Narcotics addicts and victims of abuse of Narcotics shall undergo medical rehabilitation and social rehabilitation.”

Explanation of Article 54:

“Victims of Narcotics abuse” means someone who accidentally uses Narcotics because he was persuaded, deceived, forced, and/or threatened to use Narcotics.”

Article 127 of Narcotics Law

(1) Every Abuser:

a. Narcotics Category I for themselves shall be punished with imprisonment of 4 (four) years;

b. Narcotics Category II for themselves shall be punished with imprisonment of 2 (two) years; and

c. Narcotics Category III for themselves shall be punished with imprisonment of 1 (one) years.

(2) In deciding the case referred to in paragraph (1), the judge shall also consider the provisions of Article 54, Article 55, and Article 103.

(3) In the case of Abusers referred to in paragraph (1) may be proven or proved to be a victim of abuse narcotics, the abusers shall undergo medical rehabilitation and social rehabilitation.

What is clearly visible from the table? For narcotics addicts, it is clearly and explicitly stated obligatory for medical and social rehabilitation. However, for abusers there is a threat of imprisonment,  he/she can undergo rehabilitation only if it can be proven that he is a victim of abuse. In other words, everyone who uses narcotics but not yet in a state of dependence, threatened with imprisonment as stipulated in Article 127 paragraph (1) of the Narcotics Law.

Related to these provisions, if we look at the fact about Indonesian criminal law enforcement currently, which still aims to frighten and/or provide a deterrent effect through imprisonment, then each drug abuser will be punished with a prison sentence. This provision will be a long-term concern that the purpose of punishment of narcotics abuser will not be achieved. It is a common knowledge that even in Penitentiary (which aims to foster the inmates), narcotics trafficking can still occur there and even the inmates can manage the narcotics trafficking/narcotics distribution from inside the Penitentiary. This situation is certainly very worrying for abusers who are sentenced to prison based on Article 127 paragraph (1) of Narcotic Law. It is not impossible, someone who is initially not an addict will become an addict when serving a sentence in the Penitentiary. Thus, the purpose of punishment of abuser is not achieved, instead, it worsens the abuser.
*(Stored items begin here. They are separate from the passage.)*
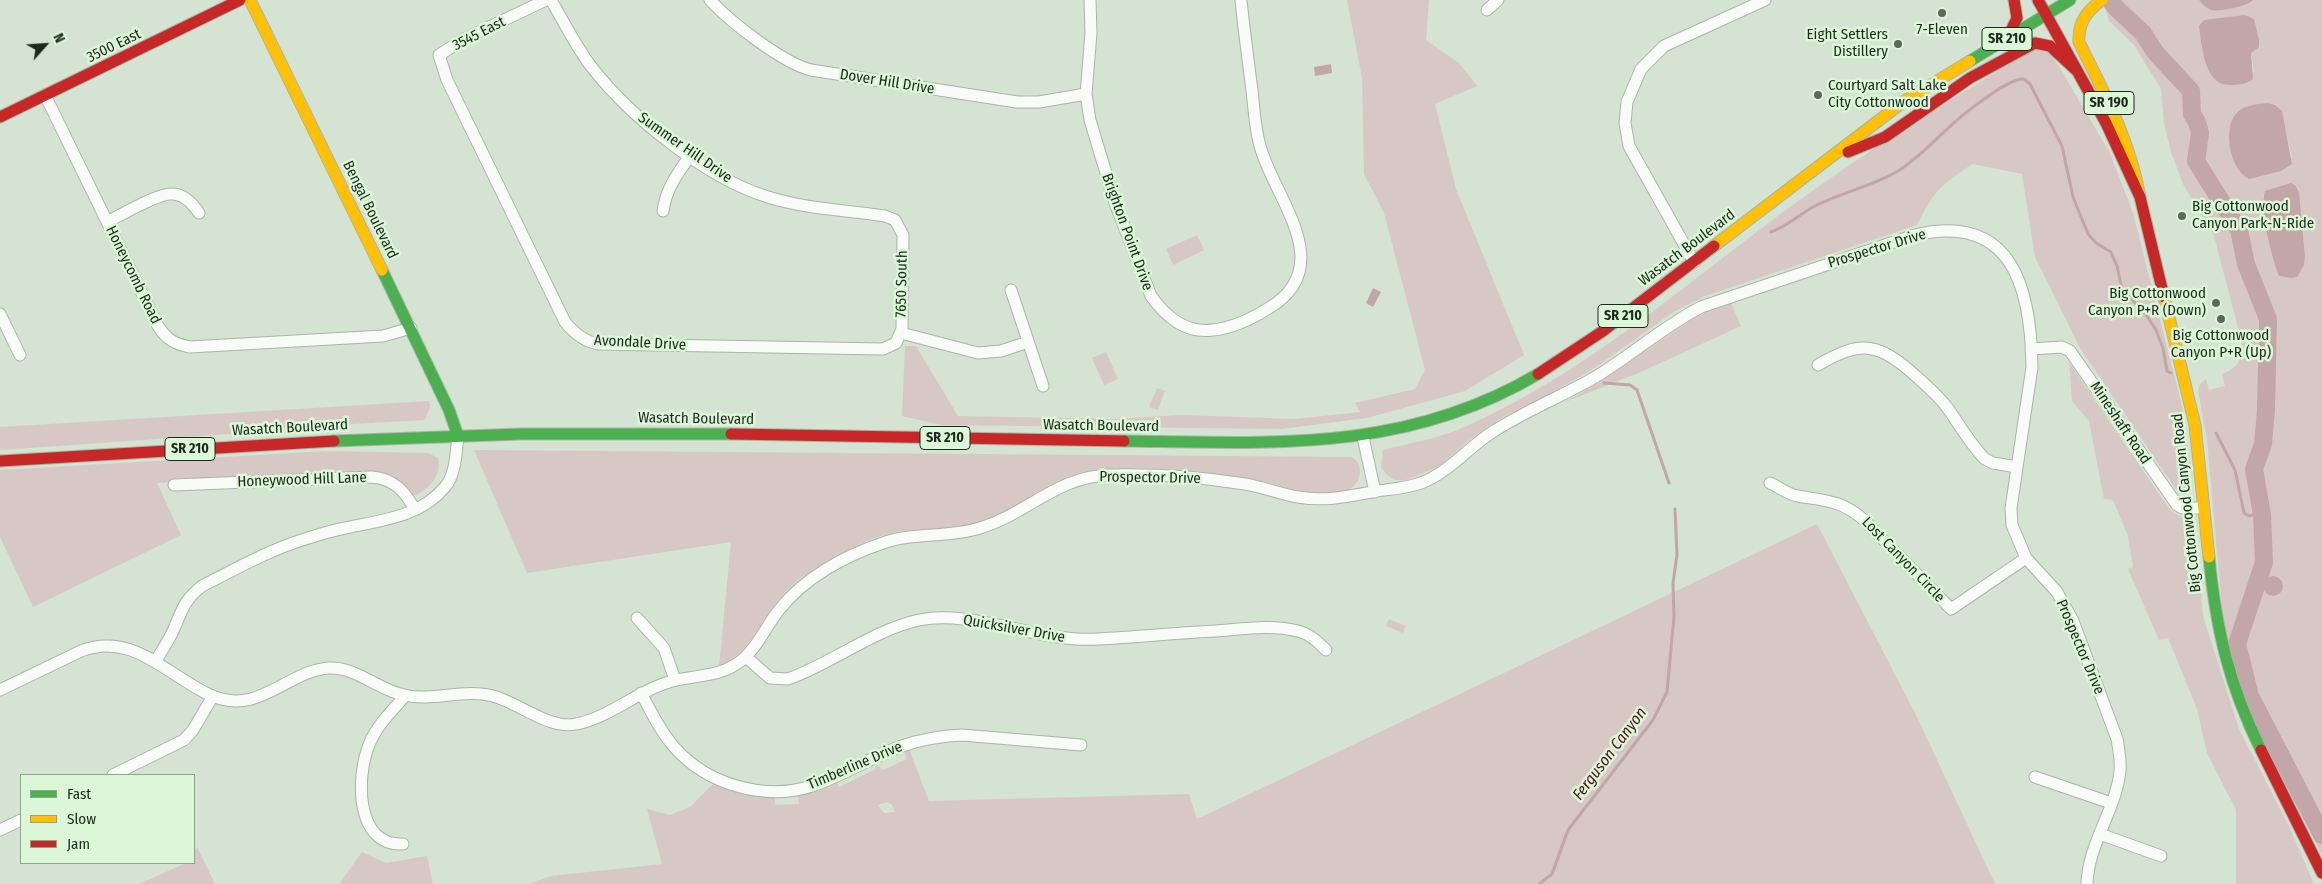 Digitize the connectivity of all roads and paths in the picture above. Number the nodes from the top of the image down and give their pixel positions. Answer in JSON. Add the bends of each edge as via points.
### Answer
{"nodes":[{"id":1,"x":240,"y":0,"type":"edge"},
{"id":2,"x":250,"y":0,"type":"edge"},
{"id":3,"x":546,"y":0,"type":"edge"},
{"id":4,"x":551,"y":0,"type":"edge"},
{"id":5,"x":710,"y":0,"type":"edge"},
{"id":6,"x":1090,"y":0,"type":"edge"},
{"id":7,"x":1241,"y":0,"type":"edge"},
{"id":8,"x":1498,"y":0,"type":"edge"},
{"id":9,"x":1765,"y":0,"type":"edge"},
{"id":10,"x":2014,"y":0,"type":"edge"},
{"id":11,"x":2038,"y":0,"type":"edge"},
{"id":12,"x":2070,"y":0,"type":"edge"},
{"id":13,"x":2102,"y":0,"type":"edge"},
{"id":14,"x":1488,"y":10,"type":"dead end"},
{"id":15,"x":2046,"y":16,"type":"junction"},
{"id":16,"x":2008,"y":38,"type":"junction"},
{"id":17,"x":439,"y":55,"type":"joint"},
{"id":18,"x":2077,"y":71,"type":"junction"},
{"id":19,"x":1086,"y":94,"type":"junction"},
{"id":20,"x":45,"y":95,"type":"junction"},
{"id":21,"x":0,"y":117,"type":"edge"},
{"id":22,"x":690,"y":156,"type":"junction"},
{"id":23,"x":1824,"y":162,"type":"junction"},
{"id":24,"x":2140,"y":197,"type":"junction"},
{"id":25,"x":663,"y":211,"type":"dead end"},
{"id":26,"x":200,"y":213,"type":"dead end"},
{"id":27,"x":107,"y":222,"type":"junction"},
{"id":28,"x":899,"y":224,"type":"joint"},
{"id":29,"x":1694,"y":262,"type":"junction"},
{"id":30,"x":1011,"y":290,"type":"dead end"},
{"id":31,"x":0,"y":314,"type":"edge"},
{"id":32,"x":412,"y":328,"type":"junction"},
{"id":33,"x":899,"y":338,"type":"junction"},
{"id":34,"x":1028,"y":342,"type":"junction"},
{"id":35,"x":2031,"y":349,"type":"junction"},
{"id":36,"x":20,"y":356,"type":"dead end"},
{"id":37,"x":1818,"y":365,"type":"dead end"},
{"id":38,"x":1043,"y":386,"type":"dead end"},
{"id":39,"x":458,"y":436,"type":"junction"},
{"id":40,"x":1363,"y":437,"type":"junction"},
{"id":41,"x":0,"y":461,"type":"edge"},
{"id":42,"x":2017,"y":467,"type":"junction"},
{"id":43,"x":1770,"y":483,"type":"dead end"},
{"id":44,"x":174,"y":485,"type":"dead end"},
{"id":45,"x":1375,"y":492,"type":"junction"},
{"id":46,"x":2203,"y":508,"type":"junction"},
{"id":47,"x":415,"y":510,"type":"junction"},
{"id":48,"x":2026,"y":558,"type":"junction"},
{"id":49,"x":637,"y":618,"type":"dead end"},
{"id":50,"x":1326,"y":650,"type":"dead end"},
{"id":51,"x":746,"y":657,"type":"junction"},
{"id":52,"x":155,"y":662,"type":"junction"},
{"id":53,"x":675,"y":680,"type":"junction"},
{"id":54,"x":0,"y":690,"type":"edge"},
{"id":55,"x":641,"y":693,"type":"junction"},
{"id":56,"x":213,"y":696,"type":"junction"},
{"id":57,"x":405,"y":696,"type":"junction"},
{"id":58,"x":1081,"y":744,"type":"dead end"},
{"id":59,"x":115,"y":774,"type":"edge"},
{"id":60,"x":2035,"y":777,"type":"dead end"},
{"id":61,"x":2111,"y":803,"type":"junction"},
{"id":62,"x":20,"y":820,"type":"edge"},
{"id":63,"x":0,"y":830,"type":"edge"},
{"id":64,"x":2100,"y":834,"type":"junction"},
{"id":65,"x":403,"y":844,"type":"dead end"},
{"id":66,"x":2161,"y":856,"type":"dead end"},
{"id":67,"x":2322,"y":873,"type":"edge"},
{"id":68,"x":2087,"y":884,"type":"edge"}],
"edges":[{"from":1,"to":20,"type":"main road","name":"3500 East"},
{"from":2,"to":32,"type":"main road","name":"Bengal Boulevard"},
{"from":3,"to":17,"type":"street","name":"3545 East"},
{"from":4,"to":22,"type":"street","name":"Summer Hill Drive","via":[[573,40],[611,90]]},
{"from":5,"to":19,"type":"street","name":"Dover Hill Drive","via":[[782,58],[801,68],[1017,102],[1039,102]]},
{"from":6,"to":19,"type":"street","name":"Brighton Point Drive"},
{"from":7,"to":19,"type":"street","name":"Brighton Point Drive","via":[[1260,146],[1300,239],[1296,280],[1276,304],[1235,324],[1210,331],[1186,327],[1160,309],[1151,296],[1115,203],[1095,142]]},
{"from":8,"to":14,"type":"street"},
{"from":9,"to":29,"type":"street","via":[[1664,46],[1641,68],[1627,102],[1625,123],[1629,146]]},
{"from":10,"to":16,"type":"main road","via":[[2017,18]]},
{"from":11,"to":15,"type":"main road","name":"Big Cottonwood Canyon Road"},
{"from":12,"to":15,"type":"main road","name":"Wasatch Boulevard"},
{"from":13,"to":24,"type":"main road","number":"SR 190","via":[[2087,12],[2079,25],[2079,42],[2123,132]]},
{"from":15,"to":16,"type":"main road","name":"Wasatch Boulevard","number":"SR 210"},
{"from":15,"to":18,"type":"main road","name":"Big Cottonwood Canyon Road","number":"SR 190"},
{"from":16,"to":23,"type":"main road","name":"Wasatch Boulevard","number":"SR 210","via":[[1926,87]]},
{"from":17,"to":33,"type":"street","name":"Avondale Drive","via":[[446,80],[565,322],[579,336],[599,344],[883,349]]},
{"from":18,"to":23,"type":"main road","via":[[2050,46],[2035,44],[1970,78],[1884,137]]},
{"from":18,"to":24,"type":"main road","name":"Big Cottonwood Canyon Road","number":"SR 190"},
{"from":20,"to":21,"type":"main road","name":"3500 East"},
{"from":20,"to":27,"type":"street","name":"Honeycomb Road"},
{"from":22,"to":25,"type":"street","via":[[670,184]]},
{"from":22,"to":28,"type":"street","name":"Summer Hill Drive","via":[[729,181],[770,198],[885,216]]},
{"from":23,"to":29,"type":"main road","name":"Wasatch Boulevard","number":"SR 210"},
{"from":24,"to":46,"type":"main road","name":"Big Cottonwood Canyon Road","number":"SR 190","via":[[2193,414]]},
{"from":26,"to":27,"type":"street","via":[[181,196],[171,194],[160,196]]},
{"from":27,"to":32,"type":"street","name":"Honeycomb Road","via":[[158,326],[176,345],[190,347],[383,336]]},
{"from":28,"to":33,"type":"street","name":"7650 South","via":[[903,236]]},
{"from":29,"to":40,"type":"main road","name":"Wasatch Boulevard","number":"SR 210","via":[[1587,343],[1525,381],[1444,416]]},
{"from":30,"to":34,"type":"street"},
{"from":31,"to":36,"type":"street"},
{"from":32,"to":39,"type":"main road","name":"Bengal Boulevard","via":[[450,410]]},
{"from":33,"to":34,"type":"street","via":[[978,353],[1001,351]]},
{"from":34,"to":38,"type":"street"},
{"from":35,"to":42,"type":"street","name":"Prospector Drive","via":[[2032,367]]},
{"from":35,"to":45,"type":"street","name":"Prospector Drive","via":[[2020,280],[2006,256],[1979,237],[1931,231],[1701,307],[1675,321],[1602,373],[1488,434],[1441,473],[1422,482]]},
{"from":35,"to":46,"type":"street","name":"Mineshaft Road","via":[[2062,347],[2070,351],[2177,505],[2189,509]]},
{"from":37,"to":42,"type":"street","via":[[1849,349],[1883,352],[1913,374],[1947,407],[1985,459]]},
{"from":39,"to":40,"type":"main road","name":"Wasatch Boulevard","number":"SR 210","via":[[595,433],[1280,443]]},
{"from":39,"to":41,"type":"main road","name":"Wasatch Boulevard","number":"SR 210","via":[[334,440]]},
{"from":39,"to":47,"type":"street","via":[[446,486]]},
{"from":40,"to":45,"type":"street"},
{"from":42,"to":48,"type":"street","name":"Prospector Drive","via":[[2012,525]]},
{"from":43,"to":48,"type":"street","name":"Lost Canyon Circle","via":[[1796,496],[1832,500],[1849,507],[1951,609]]},
{"from":44,"to":47,"type":"street","name":"Honeywood Hill Lane","via":[[384,478],[403,491]]},
{"from":45,"to":51,"type":"street","name":"Prospector Drive","via":[[1319,500],[1200,478],[1110,475],[1073,481],[997,522],[958,534],[890,541],[822,572],[789,598]]},
{"from":46,"to":67,"type":"main road","name":"Big Cottonwood Canyon Road","number":"SR 190","via":[[2214,608],[2238,700]]},
{"from":47,"to":52,"type":"street","via":[[384,522],[348,527],[300,540],[202,586],[183,605],[173,632]]},
{"from":48,"to":61,"type":"street","name":"Prospector Drive","via":[[2066,606],[2117,739],[2120,771]]},
{"from":49,"to":53,"type":"street","via":[[664,648]]},
{"from":50,"to":51,"type":"street","name":"Quicksilver Drive","via":[[1299,631],[1276,628],[1069,639],[936,618],[903,625],[788,679],[770,678]]},
{"from":51,"to":53,"type":"street","name":"Prospector Drive","via":[[732,668],[715,674]]},
{"from":52,"to":54,"type":"street","name":"Prospector Drive","via":[[132,649],[104,644],[81,651]]},
{"from":52,"to":56,"type":"street","name":"Prospector Drive"},
{"from":53,"to":55,"type":"street","name":"Prospector Drive"},
{"from":55,"to":57,"type":"street","name":"Prospector Drive","via":[[575,725],[562,725],[498,697],[480,693]]},
{"from":55,"to":58,"type":"street","name":"Timberline Drive","via":[[676,749],[700,770],[750,790],[803,789],[900,746],[944,736]]},
{"from":56,"to":57,"type":"street","name":"Prospector Drive","via":[[251,699],[328,668],[359,675]]},
{"from":56,"to":59,"type":"street","via":[[184,740]]},
{"from":57,"to":65,"type":"street","via":[[377,729],[369,745],[361,785],[362,804],[374,832],[383,841]]},
{"from":60,"to":61,"type":"street"},
{"from":61,"to":64,"type":"street","name":"Prospector Drive"},
{"from":62,"to":63,"type":"street"},
{"from":64,"to":66,"type":"street"},
{"from":64,"to":68,"type":"street","name":"Prospector Drive"}]}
In addition, the Narcotics Law is also unfair to society. As a simple illustration, A has just been arrested for using narcotics for the first time, then he/she as an abuser will be threatened with imprisonment as referred to in Article 127 paragraph (1) Narcotics Law. B has just been arrested for using narcotics for a long time and has been addicted, then he/she is obliged to be rehabilitated. Is that fair? It is fair and the right solution for B to be rehabilitated in order to recover and stop using narcotics. However, it is unfair for A who has just used narcotics to be put in prison.

In the author’s opinion, every narcotics addict starts from an abuser, no one suddenly becomes a narcotics addict. In other words, an addict is actually in a conscious state to use narcotics repeatedly until he/she becomes an addict. If so, is it fair to punish someone who uses (maybe for the first time) narcotics with a prison sentence, while someone who has been dependent gets rehabilitation?

Conclusion

Based on the above arguments, the Narcotics Law should have been refined by paying attention to the principle of justice for the society and also the principle of expediency of the law itself. It is a more appropriate solution for an abuser to get treatment (or other preventive measures) than a prison sentence because an abuser is easier to cure than an addict. The abuser is someone’s early detection before becoming an addict.